Collection – where does the textile waste come from?

Retextil works with textile waste from both businesses and public-sector actors in Europe.

This can include surplus stock, discarded textiles, or materials that can no longer be reused in their original form.

With new EU requirements for separate collection of textiles, volumes are growing significantly.
That calls for solutions that don’t just handle the waste—but make it possible to use it at scale.

Retextil_Grovsortering

02.

Coarse sorting – the first step toward new use

After collection, the textiles go through an initial coarse sorting.

Materials that can be reused directly are sorted out.
The rest is prepared for further processing.

This is where the foundation is laid for turning textile waste into a consistent, usable resource for production.

Retextil_Finsortering

03.

Fine sorting – precision and material expertise

After coarse sorting, the textiles are separated even more precisely by fibre type and quality.
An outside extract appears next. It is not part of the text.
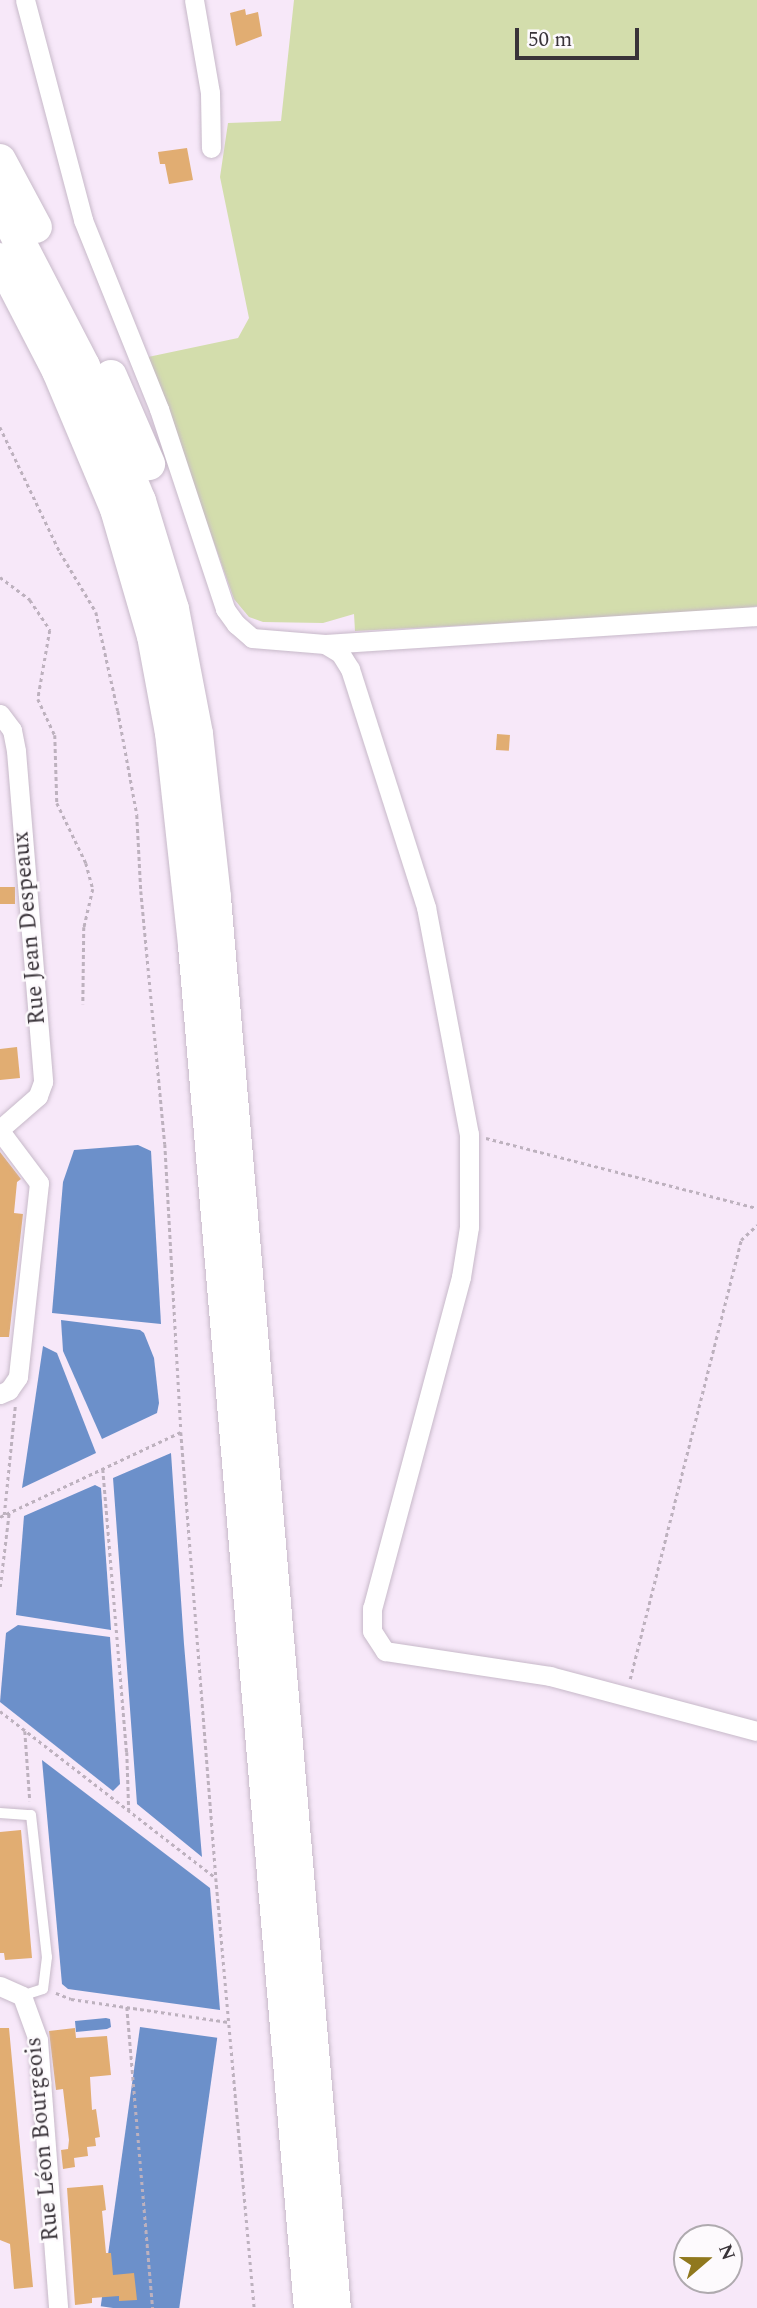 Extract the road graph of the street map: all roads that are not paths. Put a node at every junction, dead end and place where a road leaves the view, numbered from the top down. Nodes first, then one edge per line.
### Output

Using technology such as NIR scanning—combined with manual sorting—the materials are divided into specific fractions.

This ensures the right materials move forward in the process and is crucial for producing stable, consistent building materials.

Retextil_Granulat

04.

From textile to raw material

The sorted textiles are turned into a new raw material through shredding and granulation.
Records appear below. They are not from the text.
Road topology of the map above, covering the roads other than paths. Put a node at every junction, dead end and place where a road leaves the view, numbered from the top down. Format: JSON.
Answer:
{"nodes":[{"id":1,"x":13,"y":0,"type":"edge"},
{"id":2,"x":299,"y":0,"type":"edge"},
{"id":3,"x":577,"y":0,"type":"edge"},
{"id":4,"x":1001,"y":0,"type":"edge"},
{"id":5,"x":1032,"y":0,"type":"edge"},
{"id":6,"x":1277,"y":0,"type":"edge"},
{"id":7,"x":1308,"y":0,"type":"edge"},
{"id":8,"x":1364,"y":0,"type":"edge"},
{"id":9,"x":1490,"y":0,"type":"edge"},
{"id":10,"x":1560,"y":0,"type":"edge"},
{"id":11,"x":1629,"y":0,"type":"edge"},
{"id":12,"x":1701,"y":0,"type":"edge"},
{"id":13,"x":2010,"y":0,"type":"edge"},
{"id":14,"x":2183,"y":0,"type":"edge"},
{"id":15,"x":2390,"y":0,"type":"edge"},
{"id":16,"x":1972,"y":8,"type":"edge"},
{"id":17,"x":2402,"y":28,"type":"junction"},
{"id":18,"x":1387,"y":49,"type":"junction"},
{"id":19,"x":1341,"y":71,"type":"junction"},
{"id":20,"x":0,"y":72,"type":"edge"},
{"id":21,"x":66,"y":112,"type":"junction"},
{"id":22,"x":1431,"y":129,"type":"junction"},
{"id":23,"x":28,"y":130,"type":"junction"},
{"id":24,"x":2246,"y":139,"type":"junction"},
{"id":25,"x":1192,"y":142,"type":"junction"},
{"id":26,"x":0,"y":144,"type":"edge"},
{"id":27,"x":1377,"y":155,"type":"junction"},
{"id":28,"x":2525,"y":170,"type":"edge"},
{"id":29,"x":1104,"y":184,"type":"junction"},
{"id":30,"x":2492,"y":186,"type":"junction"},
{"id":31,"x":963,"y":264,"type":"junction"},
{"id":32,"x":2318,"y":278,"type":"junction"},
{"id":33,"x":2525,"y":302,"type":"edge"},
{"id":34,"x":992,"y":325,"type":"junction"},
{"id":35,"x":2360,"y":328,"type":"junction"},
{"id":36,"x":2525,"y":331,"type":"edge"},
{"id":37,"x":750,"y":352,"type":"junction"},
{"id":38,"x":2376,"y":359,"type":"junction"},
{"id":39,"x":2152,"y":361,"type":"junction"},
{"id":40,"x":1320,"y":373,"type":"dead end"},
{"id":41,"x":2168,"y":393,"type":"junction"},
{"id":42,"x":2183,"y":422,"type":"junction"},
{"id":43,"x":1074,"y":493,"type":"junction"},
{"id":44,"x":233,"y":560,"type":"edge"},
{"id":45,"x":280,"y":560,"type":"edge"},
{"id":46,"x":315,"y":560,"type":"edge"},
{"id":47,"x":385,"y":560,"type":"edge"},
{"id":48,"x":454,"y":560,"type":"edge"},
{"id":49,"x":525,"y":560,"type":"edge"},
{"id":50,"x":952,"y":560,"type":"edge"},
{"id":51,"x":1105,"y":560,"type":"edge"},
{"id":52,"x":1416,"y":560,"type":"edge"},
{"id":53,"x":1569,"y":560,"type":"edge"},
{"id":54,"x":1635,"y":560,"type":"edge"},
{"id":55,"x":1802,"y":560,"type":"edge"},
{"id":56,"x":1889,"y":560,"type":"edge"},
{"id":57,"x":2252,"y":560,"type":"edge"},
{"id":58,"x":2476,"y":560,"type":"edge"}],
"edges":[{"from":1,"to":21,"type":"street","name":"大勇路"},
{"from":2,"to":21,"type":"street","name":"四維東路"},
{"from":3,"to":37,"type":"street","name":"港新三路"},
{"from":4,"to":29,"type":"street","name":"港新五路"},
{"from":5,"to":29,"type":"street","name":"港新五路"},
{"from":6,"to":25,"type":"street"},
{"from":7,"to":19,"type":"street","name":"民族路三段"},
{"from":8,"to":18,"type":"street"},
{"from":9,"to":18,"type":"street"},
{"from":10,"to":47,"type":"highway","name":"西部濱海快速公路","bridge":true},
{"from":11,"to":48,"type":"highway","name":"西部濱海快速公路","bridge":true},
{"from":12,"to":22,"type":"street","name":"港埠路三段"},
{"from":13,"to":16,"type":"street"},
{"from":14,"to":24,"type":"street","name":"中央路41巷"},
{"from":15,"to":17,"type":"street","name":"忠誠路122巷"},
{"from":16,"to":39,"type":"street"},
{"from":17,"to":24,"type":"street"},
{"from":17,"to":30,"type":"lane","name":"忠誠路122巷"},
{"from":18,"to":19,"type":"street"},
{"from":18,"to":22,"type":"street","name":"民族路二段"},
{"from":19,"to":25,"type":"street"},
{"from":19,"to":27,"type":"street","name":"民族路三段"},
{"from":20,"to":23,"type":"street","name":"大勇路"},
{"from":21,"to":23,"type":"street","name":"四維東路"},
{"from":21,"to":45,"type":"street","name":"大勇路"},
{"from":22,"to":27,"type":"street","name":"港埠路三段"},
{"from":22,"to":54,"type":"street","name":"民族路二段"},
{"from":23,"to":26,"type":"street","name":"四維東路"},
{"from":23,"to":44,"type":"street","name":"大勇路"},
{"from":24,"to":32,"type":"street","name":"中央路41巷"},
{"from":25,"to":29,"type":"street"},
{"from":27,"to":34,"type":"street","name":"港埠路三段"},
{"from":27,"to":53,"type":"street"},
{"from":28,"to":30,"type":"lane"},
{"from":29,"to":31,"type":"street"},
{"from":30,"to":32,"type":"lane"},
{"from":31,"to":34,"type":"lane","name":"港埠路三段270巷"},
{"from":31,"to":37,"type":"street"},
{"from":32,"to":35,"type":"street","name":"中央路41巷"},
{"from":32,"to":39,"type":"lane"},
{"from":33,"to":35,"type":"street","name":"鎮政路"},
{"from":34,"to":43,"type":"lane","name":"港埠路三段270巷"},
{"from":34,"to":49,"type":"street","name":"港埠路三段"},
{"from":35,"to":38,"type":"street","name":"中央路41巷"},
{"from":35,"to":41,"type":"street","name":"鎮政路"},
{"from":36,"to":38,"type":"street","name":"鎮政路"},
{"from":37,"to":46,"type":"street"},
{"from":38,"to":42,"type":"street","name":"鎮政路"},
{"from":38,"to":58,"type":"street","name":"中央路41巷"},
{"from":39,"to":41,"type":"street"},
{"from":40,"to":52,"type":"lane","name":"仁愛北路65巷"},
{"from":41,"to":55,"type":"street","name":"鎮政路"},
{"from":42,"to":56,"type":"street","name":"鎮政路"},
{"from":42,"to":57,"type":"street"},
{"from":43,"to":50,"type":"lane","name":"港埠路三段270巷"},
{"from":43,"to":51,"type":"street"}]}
Here, textile fibres are combined with plastic fractions to create a stable composite material with consistent properties.

This is the core of Retextil’s approach to cross-cycling:
turning textile waste into a new, usable raw material in other material cycles.

Retextil_produktions bånd

05.

Production – new materials take shape

The raw material is processed through extrusion into finished profiles and building materials.

The materials are used in structures such as decking, fencing, and façade cladding, and are designed to be durable, maintenance-free, and weather-resistant.

This is where the value chain ends—where textile waste becomes new materials with real-world applications.

Retextil_fra affald til funktion

06.

Use – from waste to function

The finished materials are used in everything from decking and fencing to façade cladding and other outdoor structures—both in private and professional projects.

The materials replace traditional solutions such as wood while giving new life to textiles that would otherwise have ended up as waste.

This isn’t textile-to-textile recycling, but cross-cycling: where the value in the material is preserved and converted into a new function with a long lifespan.

Sandbox Børnehuset Overåen, Kolding

07.

A realistic approach to circularity

Textile-to-textile recycling features heavily in the debate—but in practice, only a small share of textile waste is suitable for that type of solution.

That’s why Retextil works with a different approach: finding applications that can handle large volumes while creating durable products with real function.

It’s not the ideal circular model—but it is a realistic, scalable solution.
A form of cross-cycling, where resources are used as effectively as possible and given new life in a new context.

Retextil_affald

08.

From waste management to value chain

Retextil doesn’t just work with materials—but with the entire value chain from waste to finished product.

By linking collection, sorting, documentation, and production, a solution is created that works in practice and at scale.

It’s this connection that makes it possible to move textile waste from waste management to a genuine resource in both municipal and commercial systems.